Vitamin B complex is a group of water-soluble vitamins that play essential roles in various bodily functions, including energy metabolism, brain health, and the formation of red blood cells. While it’s best to obtain these vitamins from a balanced diet, there are situations where dietary supplements may be recommended by a healthcare provider.
Types:
Vitamin B1 = Thiamine: It is important for energy metabolism and nerve function. Sources are whole grains, pork, nuts, and legumes.
Vitamin B2 = Riboflavin: It is involved in energy production and the metabolism of fats, drugs, and steroids. Sources are dairy products, lean meats, and green leafy vegetables.
Vitamin B3 = Niacin: It is important for DNA repair, energy metabolism, and skin health. Sources are meat, poultry, fish, nuts, and grains.

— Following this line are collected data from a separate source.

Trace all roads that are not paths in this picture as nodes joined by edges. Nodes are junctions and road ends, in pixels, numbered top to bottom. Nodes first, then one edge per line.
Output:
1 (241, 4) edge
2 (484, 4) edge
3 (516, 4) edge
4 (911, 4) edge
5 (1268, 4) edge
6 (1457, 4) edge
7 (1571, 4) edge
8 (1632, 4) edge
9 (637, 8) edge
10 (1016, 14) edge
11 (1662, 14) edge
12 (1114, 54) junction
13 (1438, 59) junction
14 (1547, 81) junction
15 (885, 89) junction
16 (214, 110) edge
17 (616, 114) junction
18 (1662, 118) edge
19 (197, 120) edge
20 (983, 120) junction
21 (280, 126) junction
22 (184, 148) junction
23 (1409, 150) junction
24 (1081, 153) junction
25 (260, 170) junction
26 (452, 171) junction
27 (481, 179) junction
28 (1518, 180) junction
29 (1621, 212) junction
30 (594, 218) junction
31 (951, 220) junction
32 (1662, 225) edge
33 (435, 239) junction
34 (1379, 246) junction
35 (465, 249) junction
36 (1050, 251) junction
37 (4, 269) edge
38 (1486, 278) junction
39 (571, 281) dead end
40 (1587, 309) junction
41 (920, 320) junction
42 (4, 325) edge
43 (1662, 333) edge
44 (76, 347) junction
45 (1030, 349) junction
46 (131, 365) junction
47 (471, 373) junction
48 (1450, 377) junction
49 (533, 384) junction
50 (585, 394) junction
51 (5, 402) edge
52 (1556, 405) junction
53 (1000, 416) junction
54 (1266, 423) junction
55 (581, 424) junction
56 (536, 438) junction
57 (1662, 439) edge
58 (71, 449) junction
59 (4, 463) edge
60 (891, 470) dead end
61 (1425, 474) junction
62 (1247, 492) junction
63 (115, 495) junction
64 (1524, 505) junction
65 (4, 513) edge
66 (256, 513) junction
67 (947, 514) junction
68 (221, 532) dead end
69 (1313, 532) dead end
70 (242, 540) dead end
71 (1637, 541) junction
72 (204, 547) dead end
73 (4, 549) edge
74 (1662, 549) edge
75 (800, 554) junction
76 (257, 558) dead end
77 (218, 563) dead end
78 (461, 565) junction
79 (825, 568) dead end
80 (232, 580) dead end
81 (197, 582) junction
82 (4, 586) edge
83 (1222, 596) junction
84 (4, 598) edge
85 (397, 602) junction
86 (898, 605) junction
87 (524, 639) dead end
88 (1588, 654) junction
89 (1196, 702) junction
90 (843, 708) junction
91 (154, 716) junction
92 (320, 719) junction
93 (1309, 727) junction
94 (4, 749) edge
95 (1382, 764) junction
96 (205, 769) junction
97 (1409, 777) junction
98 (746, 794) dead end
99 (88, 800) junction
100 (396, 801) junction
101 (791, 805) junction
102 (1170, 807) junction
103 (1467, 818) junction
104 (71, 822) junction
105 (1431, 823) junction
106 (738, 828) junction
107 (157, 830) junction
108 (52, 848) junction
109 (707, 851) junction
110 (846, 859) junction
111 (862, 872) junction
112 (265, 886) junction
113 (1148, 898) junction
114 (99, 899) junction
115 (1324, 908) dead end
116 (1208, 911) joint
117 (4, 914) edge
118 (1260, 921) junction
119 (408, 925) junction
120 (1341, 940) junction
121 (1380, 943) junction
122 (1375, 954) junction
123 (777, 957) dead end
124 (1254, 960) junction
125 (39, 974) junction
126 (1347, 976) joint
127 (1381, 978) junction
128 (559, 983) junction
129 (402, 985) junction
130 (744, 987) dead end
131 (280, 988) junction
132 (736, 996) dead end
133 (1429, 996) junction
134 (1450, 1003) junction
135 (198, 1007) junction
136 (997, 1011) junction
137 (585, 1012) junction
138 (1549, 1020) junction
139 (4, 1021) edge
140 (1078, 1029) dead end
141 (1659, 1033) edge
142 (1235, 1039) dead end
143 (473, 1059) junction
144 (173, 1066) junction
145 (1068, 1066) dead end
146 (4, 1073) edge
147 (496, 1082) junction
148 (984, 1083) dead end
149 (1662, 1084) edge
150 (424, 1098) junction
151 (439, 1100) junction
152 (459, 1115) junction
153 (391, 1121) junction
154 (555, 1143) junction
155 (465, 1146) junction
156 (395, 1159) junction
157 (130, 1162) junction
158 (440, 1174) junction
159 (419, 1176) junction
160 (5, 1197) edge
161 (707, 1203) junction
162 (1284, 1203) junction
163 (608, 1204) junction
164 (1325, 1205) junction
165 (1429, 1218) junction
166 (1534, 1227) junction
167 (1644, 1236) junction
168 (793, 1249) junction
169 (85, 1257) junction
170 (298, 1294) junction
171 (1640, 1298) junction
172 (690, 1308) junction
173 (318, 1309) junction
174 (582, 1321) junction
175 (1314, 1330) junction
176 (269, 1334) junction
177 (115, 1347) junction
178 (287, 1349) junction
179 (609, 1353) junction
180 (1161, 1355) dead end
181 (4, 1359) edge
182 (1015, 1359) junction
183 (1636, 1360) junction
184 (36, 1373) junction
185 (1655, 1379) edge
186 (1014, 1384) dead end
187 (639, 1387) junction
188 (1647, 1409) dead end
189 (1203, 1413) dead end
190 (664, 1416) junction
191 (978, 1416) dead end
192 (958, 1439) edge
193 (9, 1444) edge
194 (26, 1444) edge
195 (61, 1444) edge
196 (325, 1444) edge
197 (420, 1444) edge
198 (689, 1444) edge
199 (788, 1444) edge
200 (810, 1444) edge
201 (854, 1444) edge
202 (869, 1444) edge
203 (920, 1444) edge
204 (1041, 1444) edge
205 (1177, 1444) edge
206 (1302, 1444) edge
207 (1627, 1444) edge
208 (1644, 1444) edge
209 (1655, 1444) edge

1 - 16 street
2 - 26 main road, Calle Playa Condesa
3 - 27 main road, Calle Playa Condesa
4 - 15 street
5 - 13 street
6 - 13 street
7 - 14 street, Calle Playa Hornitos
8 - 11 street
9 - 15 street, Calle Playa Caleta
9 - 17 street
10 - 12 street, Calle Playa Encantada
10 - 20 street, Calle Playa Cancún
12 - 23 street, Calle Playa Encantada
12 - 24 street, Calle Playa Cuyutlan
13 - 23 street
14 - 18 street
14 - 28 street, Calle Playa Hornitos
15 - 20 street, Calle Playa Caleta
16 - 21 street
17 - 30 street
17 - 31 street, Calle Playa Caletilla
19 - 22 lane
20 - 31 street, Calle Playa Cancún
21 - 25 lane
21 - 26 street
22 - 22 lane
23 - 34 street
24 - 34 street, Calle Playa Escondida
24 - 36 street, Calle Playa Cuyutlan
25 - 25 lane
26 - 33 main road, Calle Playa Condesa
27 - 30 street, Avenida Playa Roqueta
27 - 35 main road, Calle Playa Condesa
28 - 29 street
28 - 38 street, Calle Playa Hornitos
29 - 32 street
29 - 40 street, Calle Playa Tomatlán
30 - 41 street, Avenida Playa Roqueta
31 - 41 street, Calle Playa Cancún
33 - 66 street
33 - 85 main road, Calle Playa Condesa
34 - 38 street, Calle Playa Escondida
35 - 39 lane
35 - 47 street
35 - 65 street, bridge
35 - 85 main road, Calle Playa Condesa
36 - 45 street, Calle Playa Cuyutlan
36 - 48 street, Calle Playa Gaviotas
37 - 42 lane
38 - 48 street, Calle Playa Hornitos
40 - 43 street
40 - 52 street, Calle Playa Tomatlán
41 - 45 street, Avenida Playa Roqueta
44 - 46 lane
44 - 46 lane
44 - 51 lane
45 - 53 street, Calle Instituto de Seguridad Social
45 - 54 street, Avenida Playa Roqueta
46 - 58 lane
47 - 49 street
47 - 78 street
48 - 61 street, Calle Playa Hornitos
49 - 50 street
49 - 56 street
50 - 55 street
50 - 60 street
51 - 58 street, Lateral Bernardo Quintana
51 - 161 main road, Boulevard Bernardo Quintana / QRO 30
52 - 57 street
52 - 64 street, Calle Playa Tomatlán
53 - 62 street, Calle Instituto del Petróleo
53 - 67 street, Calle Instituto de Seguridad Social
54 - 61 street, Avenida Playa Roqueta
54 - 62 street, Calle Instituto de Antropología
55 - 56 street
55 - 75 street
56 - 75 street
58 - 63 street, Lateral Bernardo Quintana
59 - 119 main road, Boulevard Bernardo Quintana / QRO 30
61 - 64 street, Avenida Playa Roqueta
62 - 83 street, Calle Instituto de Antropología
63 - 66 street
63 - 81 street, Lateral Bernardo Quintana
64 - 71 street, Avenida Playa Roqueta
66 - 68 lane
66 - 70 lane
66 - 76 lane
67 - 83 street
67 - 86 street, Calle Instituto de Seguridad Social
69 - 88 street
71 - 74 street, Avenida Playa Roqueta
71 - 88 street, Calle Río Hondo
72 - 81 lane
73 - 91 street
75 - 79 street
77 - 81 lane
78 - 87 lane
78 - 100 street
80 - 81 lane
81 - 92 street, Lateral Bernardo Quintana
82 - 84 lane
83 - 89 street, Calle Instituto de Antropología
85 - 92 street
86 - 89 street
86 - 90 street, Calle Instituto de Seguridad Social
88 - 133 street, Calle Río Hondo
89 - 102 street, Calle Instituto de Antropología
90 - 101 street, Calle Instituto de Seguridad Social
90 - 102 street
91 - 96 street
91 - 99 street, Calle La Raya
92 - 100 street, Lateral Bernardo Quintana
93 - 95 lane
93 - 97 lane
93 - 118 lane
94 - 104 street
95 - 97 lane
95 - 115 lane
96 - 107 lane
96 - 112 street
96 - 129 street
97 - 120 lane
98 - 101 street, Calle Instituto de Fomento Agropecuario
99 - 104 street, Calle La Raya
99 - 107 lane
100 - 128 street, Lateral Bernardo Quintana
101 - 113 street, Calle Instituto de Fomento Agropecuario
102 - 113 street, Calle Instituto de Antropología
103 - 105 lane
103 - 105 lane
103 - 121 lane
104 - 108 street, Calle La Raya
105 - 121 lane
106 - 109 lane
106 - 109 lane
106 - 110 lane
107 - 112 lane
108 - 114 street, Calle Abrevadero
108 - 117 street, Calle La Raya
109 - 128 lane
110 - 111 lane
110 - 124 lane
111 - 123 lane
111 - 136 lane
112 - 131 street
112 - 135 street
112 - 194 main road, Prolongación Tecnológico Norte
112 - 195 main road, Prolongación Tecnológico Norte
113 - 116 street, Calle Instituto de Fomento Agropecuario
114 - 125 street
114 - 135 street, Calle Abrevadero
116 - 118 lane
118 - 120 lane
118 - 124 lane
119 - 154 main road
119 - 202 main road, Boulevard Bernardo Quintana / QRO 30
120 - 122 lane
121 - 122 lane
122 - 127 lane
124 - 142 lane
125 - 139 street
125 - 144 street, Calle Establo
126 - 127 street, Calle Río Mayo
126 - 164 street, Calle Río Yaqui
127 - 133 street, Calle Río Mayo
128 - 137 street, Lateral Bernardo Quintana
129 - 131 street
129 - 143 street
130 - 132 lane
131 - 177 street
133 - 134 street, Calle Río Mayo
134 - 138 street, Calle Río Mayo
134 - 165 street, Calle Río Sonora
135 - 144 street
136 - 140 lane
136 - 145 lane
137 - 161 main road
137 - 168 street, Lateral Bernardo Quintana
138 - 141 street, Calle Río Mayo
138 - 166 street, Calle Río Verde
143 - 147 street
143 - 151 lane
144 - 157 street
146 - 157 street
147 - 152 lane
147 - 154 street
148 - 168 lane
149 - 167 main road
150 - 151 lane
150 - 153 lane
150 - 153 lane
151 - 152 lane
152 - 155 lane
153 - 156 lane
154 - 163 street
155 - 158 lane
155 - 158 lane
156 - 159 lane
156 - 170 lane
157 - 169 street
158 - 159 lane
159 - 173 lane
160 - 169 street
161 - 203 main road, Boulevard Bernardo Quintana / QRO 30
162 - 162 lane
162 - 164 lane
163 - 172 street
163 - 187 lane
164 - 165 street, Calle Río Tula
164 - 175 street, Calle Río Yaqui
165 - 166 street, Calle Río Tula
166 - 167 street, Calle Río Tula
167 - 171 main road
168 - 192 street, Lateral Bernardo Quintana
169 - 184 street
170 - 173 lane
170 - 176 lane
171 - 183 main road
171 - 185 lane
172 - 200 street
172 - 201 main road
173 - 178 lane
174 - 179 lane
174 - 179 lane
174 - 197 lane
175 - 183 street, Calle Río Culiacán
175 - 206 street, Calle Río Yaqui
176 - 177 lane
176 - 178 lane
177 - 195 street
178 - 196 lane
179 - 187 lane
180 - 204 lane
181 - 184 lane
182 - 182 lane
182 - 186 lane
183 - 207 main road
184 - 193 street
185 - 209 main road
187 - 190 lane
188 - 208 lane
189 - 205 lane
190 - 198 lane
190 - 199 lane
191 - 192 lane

Vitamin B5 = Pantothenic acid: It is involved in energy production and the synthesis of fatty acids. Sources are meat, legumes, whole grains, and avocados.
Vitamin B6 = Pyridoxine: It is crucial for brain development, neurotransmitter production, and immune function. Sources are meat, poultry, fish, bananas, and potatoes.
Vitamin B7 = Biotin: It plays a role in energy metabolism and the health of hair, skin, and nails. Sources are egg yolks, nuts, and some vegetables.
Vitamin B9 = Folate: It is crucial for cell division and the prevention of neural tube defects during pregnancy. Sources are leafy greens, legumes, citrus fruits, and fortified cereals.
Vitamin B12 = Cobalamin: It is essential for nerve health, DNA synthesis, and red blood cell formation. Sources are animal products (meat, dairy, fish), and fortified foods.